To date, there have been a number of studies performed especially for the ground state (T = 0 K and P = 0 GPa) structural, elastic, thermodynamic, and optical properties of ZB and WZ crystal structures of ZnS compounds—not only with experiments, but also with theoretical works because of their technological importance. In 2004, Wright and Gale [11] reported new interatomic potentials to model the structures and stabilities of the ZB and WZ ZnS phases in which their theoretical results are within experiments. Later, in 2008, Bilge et al. [8], performed ab initio calculations based on projector augmented wave pseudo potential (PAW). They employed generalized gradient approximation (GGA) of density functional theory (DFT) to investigate the ground state mechanical and elastic properties of ZB, rock salt (NaCl), and WZ phases of ZnS. They concluded that the mechanical properties of ZnS under high pressure are quite different from those at ambient conditions. At the same time, Rong et al. [10] reported the pressure dependence of the elastic properties of ZB and WZ crystals of ZnS by the GGA within the plane-wave pseudopotential (PWP) of DFT and found reasonable results which are consistent with former experimental and theoretical data. Further, in 2009, Cheng et al. [12] conducted an experimental and theoretical study on first and second-order Raman scattering of ZB and WZ ZnS and found satisfactory experimental and theoretical results. Afterwards, in 2012, Grünwald et al. [9] established transferable pair potentials for ZnS crystals to accurately describe the ground state properties of ZB and WZ phases of ZnS compounds. Recently, Yu et al. [13] performed DFT calculations by using both the local density approximation (LDA) and GGA for the exchange-correlation potential and calculated the phonon dispersion curves and the phonon density of states of WZ ZnS in which the calculated values display good agreement with earlier experimental and theoretical data. In another recent study, Ferahtia et al. [14] published the first-principles plane-wave-based pseudopotential method calculations of the structural, elastic, and piezoelectric parameters of WZ ZnS and concluded a reasonable degree of agreement between their results and data available in the literature.

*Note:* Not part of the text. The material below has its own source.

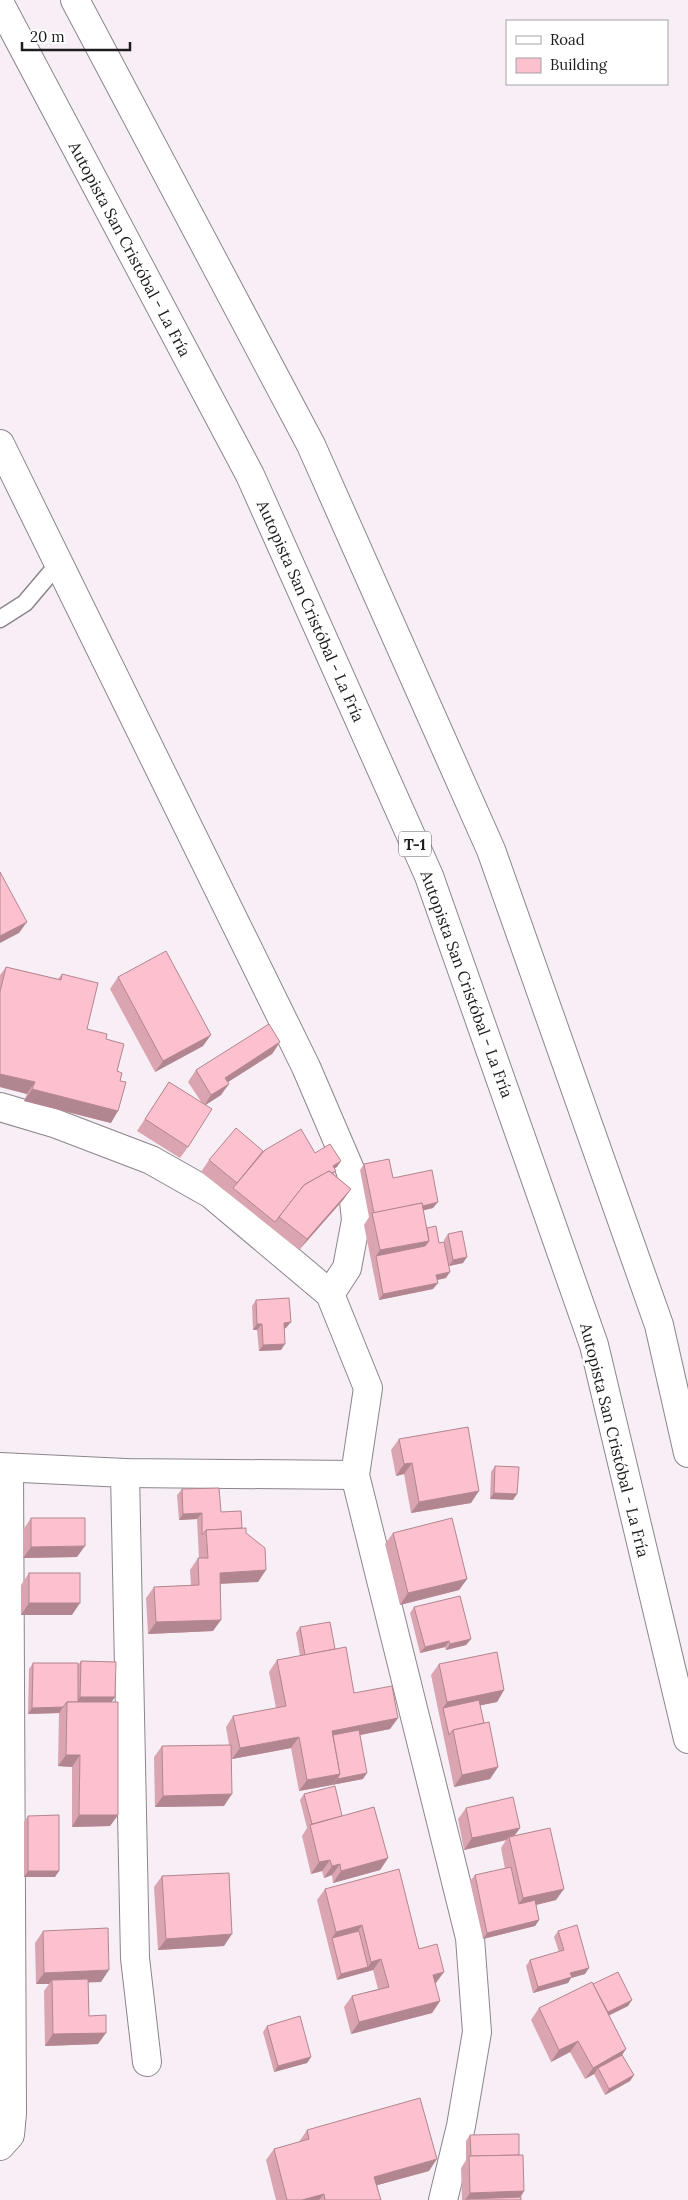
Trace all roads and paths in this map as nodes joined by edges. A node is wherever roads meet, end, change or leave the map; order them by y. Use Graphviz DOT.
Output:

The above recent and increasing theoretical efforts on ZnS motivated us to perform this work by addressing the lesser-known high-pressure elastic, mechanical, and phonon properties of WZ ZnS with a different method. In contrast to the above applied methods and interatomic potentials of literature, this is the first report regarding the application of a mixed-type potential to determine the mentioned high-pressure quantities of WZ ZnS with geometry optimization calculations. During calculations, we concentrated on the pressure behavior of five independent elastic constants, bulk, shear, and Young moduli, elastic wave velocities, mechanical stability conditions, and phonon properties of WZ ZnS under pressures between 0 GPa and 12 GPa at T = 0 K.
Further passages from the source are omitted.